** Task to complete **
All records given below must be printed word for word.

── Input data

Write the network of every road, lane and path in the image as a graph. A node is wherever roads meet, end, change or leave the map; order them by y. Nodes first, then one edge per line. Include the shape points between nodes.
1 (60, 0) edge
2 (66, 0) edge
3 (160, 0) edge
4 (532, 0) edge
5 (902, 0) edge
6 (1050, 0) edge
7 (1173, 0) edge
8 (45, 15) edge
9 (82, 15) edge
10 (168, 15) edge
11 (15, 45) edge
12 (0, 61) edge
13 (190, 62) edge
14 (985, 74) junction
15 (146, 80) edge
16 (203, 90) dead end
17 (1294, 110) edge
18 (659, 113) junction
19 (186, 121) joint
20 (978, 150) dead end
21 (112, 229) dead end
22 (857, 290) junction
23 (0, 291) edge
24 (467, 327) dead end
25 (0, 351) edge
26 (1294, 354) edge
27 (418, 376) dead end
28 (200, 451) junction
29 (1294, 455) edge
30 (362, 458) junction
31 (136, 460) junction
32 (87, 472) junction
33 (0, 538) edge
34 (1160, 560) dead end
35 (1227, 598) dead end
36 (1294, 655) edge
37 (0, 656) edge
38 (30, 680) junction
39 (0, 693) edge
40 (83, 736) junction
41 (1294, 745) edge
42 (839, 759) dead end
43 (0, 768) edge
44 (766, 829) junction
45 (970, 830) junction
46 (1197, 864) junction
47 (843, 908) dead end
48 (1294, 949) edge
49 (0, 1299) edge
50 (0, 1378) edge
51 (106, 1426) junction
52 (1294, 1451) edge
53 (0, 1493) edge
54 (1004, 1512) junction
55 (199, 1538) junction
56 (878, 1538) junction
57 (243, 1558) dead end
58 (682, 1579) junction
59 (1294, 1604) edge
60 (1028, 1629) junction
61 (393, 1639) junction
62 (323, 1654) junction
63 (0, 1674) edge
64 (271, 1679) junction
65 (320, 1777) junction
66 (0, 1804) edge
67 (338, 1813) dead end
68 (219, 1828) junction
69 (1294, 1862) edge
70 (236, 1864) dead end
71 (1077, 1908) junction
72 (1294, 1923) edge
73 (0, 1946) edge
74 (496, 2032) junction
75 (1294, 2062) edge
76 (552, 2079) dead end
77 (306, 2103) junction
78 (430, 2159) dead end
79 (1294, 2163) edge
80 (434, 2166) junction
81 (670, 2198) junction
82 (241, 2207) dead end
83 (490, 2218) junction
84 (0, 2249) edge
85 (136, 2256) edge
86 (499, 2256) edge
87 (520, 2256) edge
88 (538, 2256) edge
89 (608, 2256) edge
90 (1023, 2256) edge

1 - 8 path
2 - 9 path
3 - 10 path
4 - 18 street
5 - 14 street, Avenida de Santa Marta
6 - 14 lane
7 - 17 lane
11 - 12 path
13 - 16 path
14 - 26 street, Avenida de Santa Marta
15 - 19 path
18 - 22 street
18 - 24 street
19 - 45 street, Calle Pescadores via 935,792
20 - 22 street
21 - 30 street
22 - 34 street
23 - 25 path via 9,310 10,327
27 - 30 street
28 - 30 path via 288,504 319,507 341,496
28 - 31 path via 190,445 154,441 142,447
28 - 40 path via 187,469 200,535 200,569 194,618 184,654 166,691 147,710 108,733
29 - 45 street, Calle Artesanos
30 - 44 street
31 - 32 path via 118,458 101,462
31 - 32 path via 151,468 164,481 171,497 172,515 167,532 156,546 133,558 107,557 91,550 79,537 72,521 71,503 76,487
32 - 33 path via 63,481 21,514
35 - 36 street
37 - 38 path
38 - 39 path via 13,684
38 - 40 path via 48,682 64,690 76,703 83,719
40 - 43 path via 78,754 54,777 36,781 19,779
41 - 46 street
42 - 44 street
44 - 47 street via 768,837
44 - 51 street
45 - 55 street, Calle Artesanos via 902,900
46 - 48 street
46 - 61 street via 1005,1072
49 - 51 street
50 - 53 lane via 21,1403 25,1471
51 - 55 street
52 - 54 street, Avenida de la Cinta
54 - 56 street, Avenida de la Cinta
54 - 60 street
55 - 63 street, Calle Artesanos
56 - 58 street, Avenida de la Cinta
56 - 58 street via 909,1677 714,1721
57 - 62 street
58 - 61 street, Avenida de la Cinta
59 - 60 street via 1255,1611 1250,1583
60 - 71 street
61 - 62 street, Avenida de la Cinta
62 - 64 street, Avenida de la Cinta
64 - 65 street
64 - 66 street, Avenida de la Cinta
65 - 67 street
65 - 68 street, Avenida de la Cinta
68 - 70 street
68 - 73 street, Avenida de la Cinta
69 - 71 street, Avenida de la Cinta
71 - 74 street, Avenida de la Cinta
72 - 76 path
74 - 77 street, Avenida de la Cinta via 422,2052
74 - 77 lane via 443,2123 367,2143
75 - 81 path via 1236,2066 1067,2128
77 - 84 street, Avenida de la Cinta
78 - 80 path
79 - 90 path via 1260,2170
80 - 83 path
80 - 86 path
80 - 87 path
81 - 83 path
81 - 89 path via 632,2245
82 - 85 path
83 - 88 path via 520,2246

────

** Task output **
Write the network of every road, lane and path in the image as a graph. A node is wherever roads meet, end, change or leave the map; order them by y. Nodes first, then one edge per line. Include the shape points between nodes.
1 (60, 0) edge
2 (66, 0) edge
3 (160, 0) edge
4 (532, 0) edge
5 (902, 0) edge
6 (1050, 0) edge
7 (1173, 0) edge
8 (45, 15) edge
9 (82, 15) edge
10 (168, 15) edge
11 (15, 45) edge
12 (0, 61) edge
13 (190, 62) edge
14 (985, 74) junction
15 (146, 80) edge
16 (203, 90) dead end
17 (1294, 110) edge
18 (659, 113) junction
19 (186, 121) joint
20 (978, 150) dead end
21 (112, 229) dead end
22 (857, 290) junction
23 (0, 291) edge
24 (467, 327) dead end
25 (0, 351) edge
26 (1294, 354) edge
27 (418, 376) dead end
28 (200, 451) junction
29 (1294, 455) edge
30 (362, 458) junction
31 (136, 460) junction
32 (87, 472) junction
33 (0, 538) edge
34 (1160, 560) dead end
35 (1227, 598) dead end
36 (1294, 655) edge
37 (0, 656) edge
38 (30, 680) junction
39 (0, 693) edge
40 (83, 736) junction
41 (1294, 745) edge
42 (839, 759) dead end
43 (0, 768) edge
44 (766, 829) junction
45 (970, 830) junction
46 (1197, 864) junction
47 (843, 908) dead end
48 (1294, 949) edge
49 (0, 1299) edge
50 (0, 1378) edge
51 (106, 1426) junction
52 (1294, 1451) edge
53 (0, 1493) edge
54 (1004, 1512) junction
55 (199, 1538) junction
56 (878, 1538) junction
57 (243, 1558) dead end
58 (682, 1579) junction
59 (1294, 1604) edge
60 (1028, 1629) junction
61 (393, 1639) junction
62 (323, 1654) junction
63 (0, 1674) edge
64 (271, 1679) junction
65 (320, 1777) junction
66 (0, 1804) edge
67 (338, 1813) dead end
68 (219, 1828) junction
69 (1294, 1862) edge
70 (236, 1864) dead end
71 (1077, 1908) junction
72 (1294, 1923) edge
73 (0, 1946) edge
74 (496, 2032) junction
75 (1294, 2062) edge
76 (552, 2079) dead end
77 (306, 2103) junction
78 (430, 2159) dead end
79 (1294, 2163) edge
80 (434, 2166) junction
81 (670, 2198) junction
82 (241, 2207) dead end
83 (490, 2218) junction
84 (0, 2249) edge
85 (136, 2256) edge
86 (499, 2256) edge
87 (520, 2256) edge
88 (538, 2256) edge
89 (608, 2256) edge
90 (1023, 2256) edge

1 - 8 path
2 - 9 path
3 - 10 path
4 - 18 street
5 - 14 street, Avenida de Santa Marta
6 - 14 lane
7 - 17 lane
11 - 12 path
13 - 16 path
14 - 26 street, Avenida de Santa Marta
15 - 19 path
18 - 22 street
18 - 24 street
19 - 45 street, Calle Pescadores via 935,792
20 - 22 street
21 - 30 street
22 - 34 street
23 - 25 path via 9,310 10,327
27 - 30 street
28 - 30 path via 288,504 319,507 341,496
28 - 31 path via 190,445 154,441 142,447
28 - 40 path via 187,469 200,535 200,569 194,618 184,654 166,691 147,710 108,733
29 - 45 street, Calle Artesanos
30 - 44 street
31 - 32 path via 118,458 101,462
31 - 32 path via 151,468 164,481 171,497 172,515 167,532 156,546 133,558 107,557 91,550 79,537 72,521 71,503 76,487
32 - 33 path via 63,481 21,514
35 - 36 street
37 - 38 path
38 - 39 path via 13,684
38 - 40 path via 48,682 64,690 76,703 83,719
40 - 43 path via 78,754 54,777 36,781 19,779
41 - 46 street
42 - 44 street
44 - 47 street via 768,837
44 - 51 street
45 - 55 street, Calle Artesanos via 902,900
46 - 48 street
46 - 61 street via 1005,1072
49 - 51 street
50 - 53 lane via 21,1403 25,1471
51 - 55 street
52 - 54 street, Avenida de la Cinta
54 - 56 street, Avenida de la Cinta
54 - 60 street
55 - 63 street, Calle Artesanos
56 - 58 street, Avenida de la Cinta
56 - 58 street via 909,1677 714,1721
57 - 62 street
58 - 61 street, Avenida de la Cinta
59 - 60 street via 1255,1611 1250,1583
60 - 71 street
61 - 62 street, Avenida de la Cinta
62 - 64 street, Avenida de la Cinta
64 - 65 street
64 - 66 street, Avenida de la Cinta
65 - 67 street
65 - 68 street, Avenida de la Cinta
68 - 70 street
68 - 73 street, Avenida de la Cinta
69 - 71 street, Avenida de la Cinta
71 - 74 street, Avenida de la Cinta
72 - 76 path
74 - 77 street, Avenida de la Cinta via 422,2052
74 - 77 lane via 443,2123 367,2143
75 - 81 path via 1236,2066 1067,2128
77 - 84 street, Avenida de la Cinta
78 - 80 path
79 - 90 path via 1260,2170
80 - 83 path
80 - 86 path
80 - 87 path
81 - 83 path
81 - 89 path via 632,2245
82 - 85 path
83 - 88 path via 520,2246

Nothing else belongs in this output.